A few years ago I stumbled upon several videos of severely injured animals being rescued by local heroes in India.
Some of the videos were very graphic, and every single one was incredibly touching. It was so wonderful to see how gentle the people were with these animals.
How much care they put into easing their fear. The videos were created by an organization called Animal Aid Unlimited.
I had hoped to visit one day, and that day finally came during our 2nd trip to India.
Originally Cody and I were supposed to spend 7 days volunteering at Animal Aid, but in between debilitating Delhi belly, and kidney stones, we only managed to volunteer for 3 days.
It was still enough time to grasp the routine and visit with a lot of animals under their care.
Originally from Seattle, Erika, Jim, and Claire Abrams-Meyers are the founders of Animal Aid.
The Family started travelling to India and were living in Udaipur, Rajasthan for several months every year in the 90’s.
They couldn’t help but notice all of the injured animals on the street, and it broke their hearts.
There was nowhere to turn to, so in 2002, their lives changed forever when they founded Animal Aid and opened the first hospital in 2003. At that time there were only 4 staff members.
Today they have over 60 staff members and have rescued over 65,000 street animals.
400 animals–250 who are under treatment and the rest in sanctuary –are housed each day, and volunteers from all over the world spend their time at the sanctuary helping with whatever is needed.
Living on the streets is difficult for stray dogs, cats, and working animals. Cars speed by hitting cows, dogs find themselves trapped in holes, injured, and infected, and donkeys are over-worked, and often also injured on the streets.
Animal Aid is working for the day that every animal-cow, pig, fish, donkey, dog, and cat can live their lives in freedom.
Their ultimate goal is equality and protection for all animals, so naturally, the founding family is vegan.
Based out of Udaipur, Rajasthan, India, the emergency rescue team responds to calls on the help-line reporting sick or wounded animals in need of help throughout the day, every day.
Animal Aid is the life-line for thousands of animals who otherwise wouldn’t stand a chance.
The work done at Animal Aid is nothing short of inspiring and every single staff member cares so much about the animals.
You can see it in their gentle touch. They hug, kiss, and pet all of the residents and care so well for them.
Each morning Cody and I would arrive and go straight to the disabled dog run where we would spend time with paralyzed dogs.
We helped them, and then gave them their longed for scratches. You see, when a dogs back legs are paralyzed, they are not able to scratch their ears, sides, faces, or any other part of their body, so they need a helping hand-or 2.
We spent several hours each day doling out much appreciated scratches and they could not get enough.

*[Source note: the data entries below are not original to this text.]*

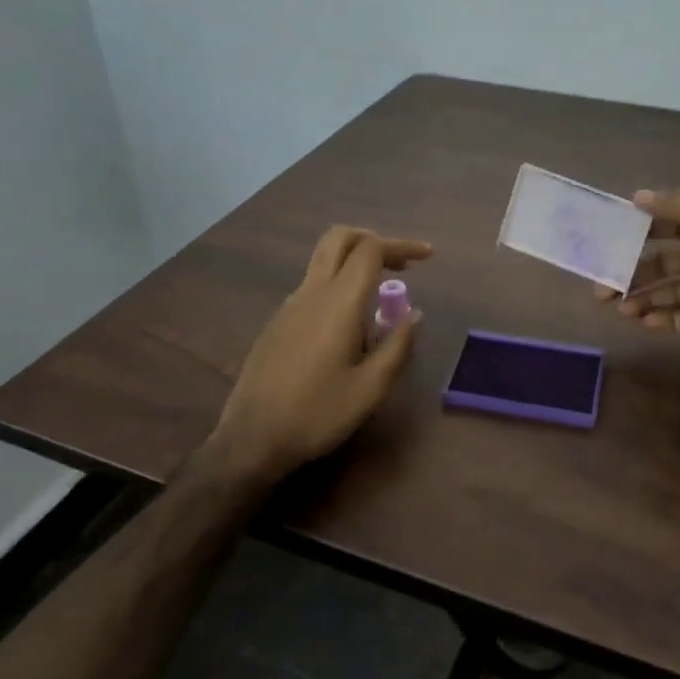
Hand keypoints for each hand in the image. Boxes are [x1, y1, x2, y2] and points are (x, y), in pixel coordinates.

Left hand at [215, 226, 429, 482]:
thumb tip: (415, 314)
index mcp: (338, 303)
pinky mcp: (277, 323)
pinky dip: (338, 287)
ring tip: (380, 304)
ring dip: (355, 265)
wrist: (251, 439)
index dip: (402, 245)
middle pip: (338, 239)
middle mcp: (311, 293)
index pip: (370, 250)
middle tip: (400, 264)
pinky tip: (349, 329)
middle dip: (372, 240)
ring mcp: (289, 306)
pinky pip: (313, 288)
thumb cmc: (317, 414)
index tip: (428, 256)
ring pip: (323, 262)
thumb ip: (398, 346)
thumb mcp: (370, 388)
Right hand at [595, 190, 679, 359]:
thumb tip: (636, 196)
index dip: (631, 233)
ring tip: (618, 308)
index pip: (659, 226)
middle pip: (657, 263)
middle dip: (628, 272)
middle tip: (600, 288)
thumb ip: (676, 207)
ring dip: (640, 299)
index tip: (601, 243)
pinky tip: (643, 323)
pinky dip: (663, 321)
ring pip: (666, 292)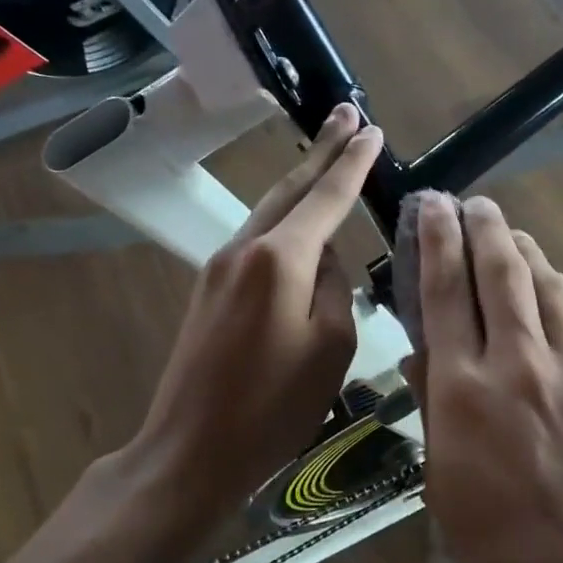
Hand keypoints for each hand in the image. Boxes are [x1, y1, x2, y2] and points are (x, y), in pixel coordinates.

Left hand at [130, 104, 383, 515]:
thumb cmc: (272, 408)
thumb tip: (323, 259)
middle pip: (291, 188)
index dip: (352, 162)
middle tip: (347, 114)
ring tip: (330, 157)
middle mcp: (245, 249)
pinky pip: (257, 240)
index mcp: (280, 259)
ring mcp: (220, 267)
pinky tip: (302, 224)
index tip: (371, 129)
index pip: (326, 196)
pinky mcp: (210, 290)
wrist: (191, 448)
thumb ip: (334, 289)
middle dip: (322, 150)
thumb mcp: (330, 349)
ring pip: (270, 211)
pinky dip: (284, 219)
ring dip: (302, 183)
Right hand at [410, 194, 562, 562]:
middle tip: (475, 204)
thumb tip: (426, 357)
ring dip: (529, 255)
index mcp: (466, 390)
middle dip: (485, 228)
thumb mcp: (445, 484)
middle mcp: (522, 362)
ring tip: (515, 238)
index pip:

After a short tea break, it was calf ing time.
These babies are fed by humans twice a day because their mothers were killed in one way or another. Some were hit by vehicles, others frightened by fireworks running off after giving birth.
We also spent quite a bit of time with the donkeys in the sanctuary. Some animals are just in for treatment, and others have a forever home at Animal Aid.

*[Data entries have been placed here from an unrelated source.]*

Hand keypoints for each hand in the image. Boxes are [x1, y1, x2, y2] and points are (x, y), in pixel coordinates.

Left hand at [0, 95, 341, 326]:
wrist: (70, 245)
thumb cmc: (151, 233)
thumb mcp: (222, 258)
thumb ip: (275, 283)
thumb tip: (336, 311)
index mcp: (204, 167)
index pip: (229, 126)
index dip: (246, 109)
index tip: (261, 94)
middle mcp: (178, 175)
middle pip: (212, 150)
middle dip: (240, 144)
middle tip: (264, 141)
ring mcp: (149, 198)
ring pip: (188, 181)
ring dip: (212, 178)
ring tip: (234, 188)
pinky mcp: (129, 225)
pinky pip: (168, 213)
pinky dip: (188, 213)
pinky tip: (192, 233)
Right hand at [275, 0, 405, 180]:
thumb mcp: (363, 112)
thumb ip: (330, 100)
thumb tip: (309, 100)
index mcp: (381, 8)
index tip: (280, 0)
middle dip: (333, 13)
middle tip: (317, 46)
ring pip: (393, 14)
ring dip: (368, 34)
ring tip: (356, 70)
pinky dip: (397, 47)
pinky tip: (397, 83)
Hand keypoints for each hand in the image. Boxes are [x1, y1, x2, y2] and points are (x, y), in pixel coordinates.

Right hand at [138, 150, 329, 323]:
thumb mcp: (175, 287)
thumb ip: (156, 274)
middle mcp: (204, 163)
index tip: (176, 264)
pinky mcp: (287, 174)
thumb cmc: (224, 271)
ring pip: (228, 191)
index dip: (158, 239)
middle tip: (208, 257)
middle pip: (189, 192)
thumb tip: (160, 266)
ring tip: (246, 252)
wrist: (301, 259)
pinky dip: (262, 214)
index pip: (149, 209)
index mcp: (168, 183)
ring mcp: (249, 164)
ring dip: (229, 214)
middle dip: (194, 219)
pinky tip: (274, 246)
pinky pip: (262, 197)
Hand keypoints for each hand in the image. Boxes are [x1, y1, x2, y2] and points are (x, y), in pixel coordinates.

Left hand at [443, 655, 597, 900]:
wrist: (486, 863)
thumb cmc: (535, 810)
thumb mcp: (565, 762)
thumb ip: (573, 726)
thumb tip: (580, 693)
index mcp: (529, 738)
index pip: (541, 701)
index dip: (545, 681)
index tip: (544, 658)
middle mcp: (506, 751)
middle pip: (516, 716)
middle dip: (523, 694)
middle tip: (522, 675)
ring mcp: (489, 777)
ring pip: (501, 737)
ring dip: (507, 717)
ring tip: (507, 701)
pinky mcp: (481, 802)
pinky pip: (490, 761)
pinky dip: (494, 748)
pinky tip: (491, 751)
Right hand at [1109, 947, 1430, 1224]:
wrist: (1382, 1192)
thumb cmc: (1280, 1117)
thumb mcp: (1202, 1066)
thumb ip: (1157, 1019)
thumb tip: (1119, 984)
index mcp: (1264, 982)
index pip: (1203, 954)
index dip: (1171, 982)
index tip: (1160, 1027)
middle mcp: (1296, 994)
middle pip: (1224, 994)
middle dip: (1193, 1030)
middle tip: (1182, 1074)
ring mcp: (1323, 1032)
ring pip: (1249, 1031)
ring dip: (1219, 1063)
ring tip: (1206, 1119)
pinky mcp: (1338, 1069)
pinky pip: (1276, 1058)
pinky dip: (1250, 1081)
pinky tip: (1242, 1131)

These beautiful equines were too injured to continue working.
The clinic/treatment centre on the grounds also acts as a hospice for patients living out their final days. It was so difficult seeing animals laying on mattresses waiting to pass; but they were pain free, and given affection by volunteers and employees, which beats dying on the street.
Hospice’s are not a common sight at most sanctuaries/shelters, but when working animals are being treated, it is sadly unavoidable.
Our days flew by at Animal Aid. How could they not when we just loved dogs, cows, donkeys, and goats all day?
There is no cost to volunteer at Animal Aid. We stayed at a guesthouse in town and arranged with a rickshaw driver to drop us off and pick us up everyday for 350 rupees return.
We worked from 9-5. There are 2 different samosa/thali canteens about 10 minute walk from the shelter for lunch.
If you are visiting India, visiting Animal Aid should be on your itinerary. Our time spent there was incredibly rewarding, and touching.